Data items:
--- START ---

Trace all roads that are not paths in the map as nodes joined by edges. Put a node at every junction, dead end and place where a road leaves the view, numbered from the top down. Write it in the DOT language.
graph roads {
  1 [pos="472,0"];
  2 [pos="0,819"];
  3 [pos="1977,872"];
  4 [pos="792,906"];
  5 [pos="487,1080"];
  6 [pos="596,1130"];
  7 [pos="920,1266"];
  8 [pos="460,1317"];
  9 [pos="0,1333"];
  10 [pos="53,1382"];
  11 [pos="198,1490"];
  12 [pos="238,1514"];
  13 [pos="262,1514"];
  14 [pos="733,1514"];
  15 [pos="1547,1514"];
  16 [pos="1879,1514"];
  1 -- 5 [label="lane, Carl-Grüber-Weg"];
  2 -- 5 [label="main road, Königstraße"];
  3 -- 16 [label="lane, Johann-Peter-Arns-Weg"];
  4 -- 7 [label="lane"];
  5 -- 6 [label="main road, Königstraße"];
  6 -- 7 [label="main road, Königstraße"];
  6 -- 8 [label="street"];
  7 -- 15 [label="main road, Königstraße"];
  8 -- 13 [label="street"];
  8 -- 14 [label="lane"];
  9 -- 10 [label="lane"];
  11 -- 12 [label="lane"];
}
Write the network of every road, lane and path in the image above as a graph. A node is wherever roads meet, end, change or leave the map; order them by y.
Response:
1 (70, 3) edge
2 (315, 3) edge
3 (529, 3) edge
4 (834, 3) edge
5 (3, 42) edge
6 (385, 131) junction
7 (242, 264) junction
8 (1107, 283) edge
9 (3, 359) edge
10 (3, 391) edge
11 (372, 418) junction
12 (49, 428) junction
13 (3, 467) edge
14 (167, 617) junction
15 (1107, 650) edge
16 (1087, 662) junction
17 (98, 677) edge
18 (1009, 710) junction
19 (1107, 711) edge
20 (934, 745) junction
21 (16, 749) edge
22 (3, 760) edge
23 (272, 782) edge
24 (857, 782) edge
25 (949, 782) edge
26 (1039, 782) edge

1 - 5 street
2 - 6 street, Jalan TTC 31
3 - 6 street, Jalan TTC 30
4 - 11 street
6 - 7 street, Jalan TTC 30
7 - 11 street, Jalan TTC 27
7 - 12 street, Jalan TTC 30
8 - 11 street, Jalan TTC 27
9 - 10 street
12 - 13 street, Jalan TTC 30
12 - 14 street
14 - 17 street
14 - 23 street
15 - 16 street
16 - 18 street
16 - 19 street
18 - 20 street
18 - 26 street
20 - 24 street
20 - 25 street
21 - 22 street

--- END ---

◆ Task objective: Nothing may be omitted. Restate all of the entries exactly.

◆ Response box:
Trace all roads that are not paths in the map as nodes joined by edges. Put a node at every junction, dead end and place where a road leaves the view, numbered from the top down. Write it in the DOT language.
graph roads {
  1 [pos="472,0"];
  2 [pos="0,819"];
  3 [pos="1977,872"];
  4 [pos="792,906"];
  5 [pos="487,1080"];
  6 [pos="596,1130"];
  7 [pos="920,1266"];
  8 [pos="460,1317"];
  9 [pos="0,1333"];
  10 [pos="53,1382"];
  11 [pos="198,1490"];
  12 [pos="238,1514"];
  13 [pos="262,1514"];
  14 [pos="733,1514"];
  15 [pos="1547,1514"];
  16 [pos="1879,1514"];
  1 -- 5 [label="lane, Carl-Grüber-Weg"];
  2 -- 5 [label="main road, Königstraße"];
  3 -- 16 [label="lane, Johann-Peter-Arns-Weg"];
  4 -- 7 [label="lane"];
  5 -- 6 [label="main road, Königstraße"];
  6 -- 7 [label="main road, Königstraße"];
  6 -- 8 [label="street"];
  7 -- 15 [label="main road, Königstraße"];
  8 -- 13 [label="street"];
  8 -- 14 [label="lane"];
  9 -- 10 [label="lane"];
  11 -- 12 [label="lane"];
}
Write the network of every road, lane and path in the image above as a graph. A node is wherever roads meet, end, change or leave the map; order them by y.
Response:
1 (70, 3) edge
2 (315, 3) edge
3 (529, 3) edge
4 (834, 3) edge
5 (3, 42) edge
6 (385, 131) junction
7 (242, 264) junction
8 (1107, 283) edge
9 (3, 359) edge
10 (3, 391) edge
11 (372, 418) junction
12 (49, 428) junction
13 (3, 467) edge
14 (167, 617) junction
15 (1107, 650) edge
16 (1087, 662) junction
17 (98, 677) edge
18 (1009, 710) junction
19 (1107, 711) edge
20 (934, 745) junction
21 (16, 749) edge
22 (3, 760) edge
23 (272, 782) edge
24 (857, 782) edge
25 (949, 782) edge
26 (1039, 782) edge

1 - 5 street
2 - 6 street, Jalan TTC 31
3 - 6 street, Jalan TTC 30
4 - 11 street
6 - 7 street, Jalan TTC 30
7 - 11 street, Jalan TTC 27
7 - 12 street, Jalan TTC 30
8 - 11 street, Jalan TTC 27
9 - 10 street
12 - 13 street, Jalan TTC 30
12 - 14 street
14 - 17 street
14 - 23 street
15 - 16 street
16 - 18 street
16 - 19 street
18 - 20 street
18 - 26 street
20 - 24 street
20 - 25 street
21 - 22 street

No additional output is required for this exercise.